Comprehensive Analysis of Lubricant and Nanofiller Contributions to Surface Roughness Control in Drilling of GFRP Composites

This study investigates the influence of hybrid additives and cutting parameters on the surface roughness (R_a) of drilled Glass Fiber Reinforced Polymer (GFRP) composites. Nine composite panels were fabricated with varying concentrations of wax (0%, 1%, 2%) and graphene (0%, 0.25%, 2%). Drilling experiments were conducted on a CNC milling machine using a range of cutting velocities (50–200 m/min) and feeds (0.02–0.08 mm/rev), and the resulting surface roughness was measured using a profilometer.
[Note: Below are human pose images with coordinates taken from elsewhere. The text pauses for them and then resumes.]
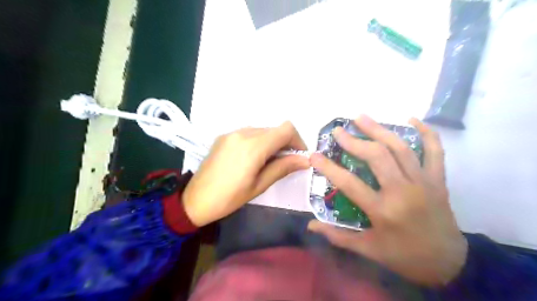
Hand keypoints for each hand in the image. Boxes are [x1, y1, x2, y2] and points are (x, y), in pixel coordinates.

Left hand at [183, 121, 308, 226]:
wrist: (195, 200)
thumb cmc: (229, 198)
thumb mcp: (260, 185)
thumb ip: (283, 167)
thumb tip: (306, 160)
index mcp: (253, 146)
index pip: (286, 129)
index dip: (298, 140)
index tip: (299, 157)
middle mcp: (243, 132)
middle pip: (274, 129)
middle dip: (285, 143)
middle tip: (285, 163)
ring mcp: (232, 133)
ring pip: (262, 130)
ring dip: (272, 142)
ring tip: (268, 162)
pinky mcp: (224, 136)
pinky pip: (249, 133)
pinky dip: (258, 142)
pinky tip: (252, 159)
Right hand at [308, 115, 467, 286]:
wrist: (449, 263)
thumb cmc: (403, 256)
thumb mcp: (368, 250)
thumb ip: (337, 236)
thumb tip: (311, 225)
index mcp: (383, 211)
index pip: (349, 183)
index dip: (328, 168)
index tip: (314, 155)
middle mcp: (403, 191)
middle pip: (377, 157)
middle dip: (354, 141)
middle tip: (338, 130)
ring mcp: (424, 182)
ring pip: (400, 148)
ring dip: (379, 130)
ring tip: (361, 117)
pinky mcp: (438, 179)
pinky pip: (435, 150)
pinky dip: (426, 132)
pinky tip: (411, 119)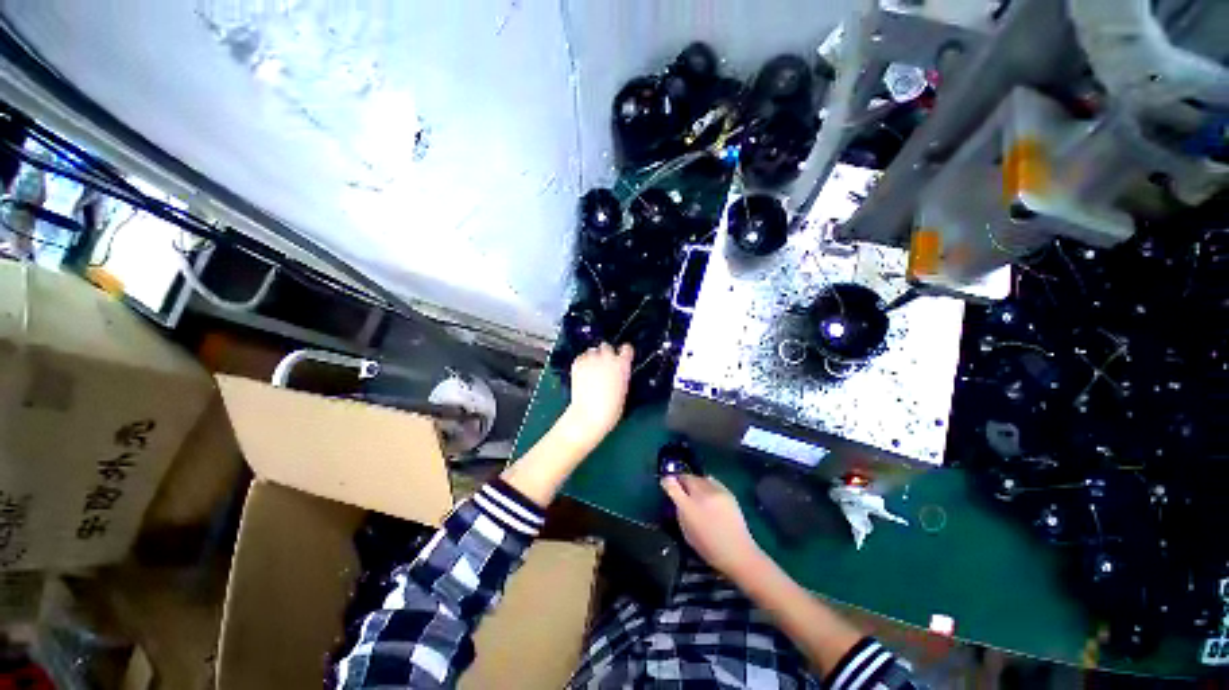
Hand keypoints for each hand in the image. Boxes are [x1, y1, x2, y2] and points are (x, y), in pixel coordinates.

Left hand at [564, 343, 633, 444]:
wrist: (589, 414)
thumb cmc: (611, 408)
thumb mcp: (623, 389)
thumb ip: (621, 375)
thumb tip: (617, 371)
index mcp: (622, 365)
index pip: (627, 348)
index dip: (624, 352)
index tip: (622, 356)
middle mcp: (607, 358)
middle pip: (607, 346)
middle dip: (606, 354)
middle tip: (603, 365)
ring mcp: (591, 359)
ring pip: (592, 350)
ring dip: (593, 357)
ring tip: (591, 369)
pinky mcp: (577, 363)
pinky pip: (581, 357)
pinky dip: (582, 362)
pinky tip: (583, 372)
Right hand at [661, 474, 764, 579]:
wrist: (738, 552)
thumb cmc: (709, 548)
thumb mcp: (687, 532)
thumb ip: (679, 511)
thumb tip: (676, 498)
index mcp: (688, 508)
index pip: (672, 485)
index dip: (667, 481)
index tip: (665, 482)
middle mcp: (701, 495)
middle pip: (686, 477)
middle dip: (681, 480)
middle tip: (680, 487)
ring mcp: (716, 491)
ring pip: (699, 477)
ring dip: (694, 481)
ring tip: (694, 490)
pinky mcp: (727, 491)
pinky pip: (712, 481)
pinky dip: (706, 483)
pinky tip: (707, 492)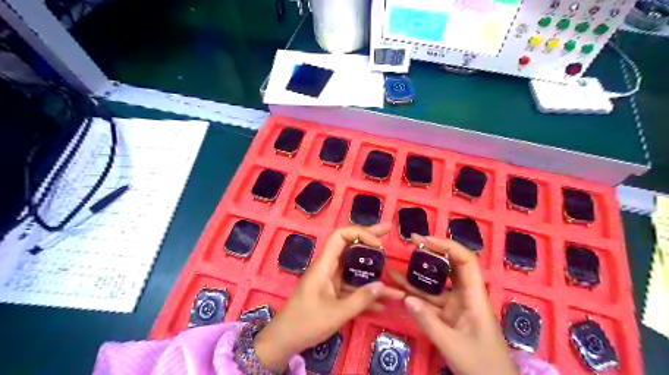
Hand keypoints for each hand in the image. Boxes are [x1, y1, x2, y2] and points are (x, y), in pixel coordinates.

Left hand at [254, 222, 403, 371]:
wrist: (284, 340)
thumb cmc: (306, 323)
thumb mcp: (337, 313)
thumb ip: (361, 299)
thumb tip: (382, 285)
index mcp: (324, 265)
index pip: (340, 236)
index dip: (360, 233)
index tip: (378, 244)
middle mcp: (328, 267)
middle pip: (350, 246)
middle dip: (370, 238)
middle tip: (388, 229)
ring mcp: (331, 279)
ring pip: (354, 267)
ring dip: (373, 270)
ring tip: (394, 271)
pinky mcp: (332, 291)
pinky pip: (352, 285)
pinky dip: (366, 291)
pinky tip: (383, 302)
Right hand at [388, 234, 516, 374]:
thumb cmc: (482, 366)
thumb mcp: (453, 346)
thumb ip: (428, 322)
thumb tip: (405, 299)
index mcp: (475, 297)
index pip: (465, 261)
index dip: (447, 246)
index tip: (425, 240)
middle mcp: (466, 296)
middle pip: (451, 266)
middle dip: (431, 252)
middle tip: (410, 242)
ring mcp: (457, 307)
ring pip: (437, 285)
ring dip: (418, 277)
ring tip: (396, 268)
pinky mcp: (450, 317)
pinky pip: (431, 302)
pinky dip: (416, 297)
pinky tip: (400, 292)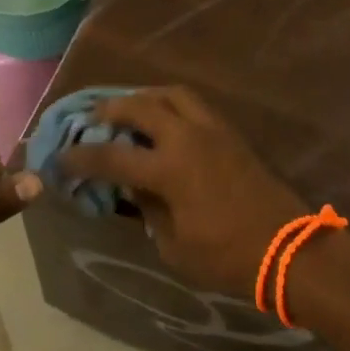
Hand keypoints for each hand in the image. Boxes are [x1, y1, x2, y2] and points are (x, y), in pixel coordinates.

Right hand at [59, 86, 305, 297]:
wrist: (288, 249)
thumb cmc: (227, 257)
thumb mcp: (174, 246)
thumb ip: (148, 210)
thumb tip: (135, 187)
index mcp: (169, 169)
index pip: (112, 157)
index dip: (82, 157)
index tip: (61, 157)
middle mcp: (187, 137)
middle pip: (140, 107)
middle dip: (110, 110)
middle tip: (93, 118)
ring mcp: (213, 129)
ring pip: (171, 93)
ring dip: (144, 97)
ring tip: (130, 109)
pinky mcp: (231, 132)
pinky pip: (194, 104)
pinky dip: (171, 103)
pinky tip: (164, 119)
The results demonstrate that cutting velocity is the most dominant parameter, contributing to 69% of the variability in surface roughness, followed by feed (16%). The incorporation of additives, specifically 1 wt% wax and 0.25 wt% graphene, produced a synergistic effect, yielding the lowest average surface roughness (≈2.9 µm) and the most stable machining process. Higher cutting velocities increased roughness due to thermal effects, while increasing feeds improved surface finish by reducing frictional heating. The findings indicate that an optimal combination of moderate additive concentrations and controlled machining parameters can significantly enhance the surface integrity and process repeatability in the drilling of GFRP composites.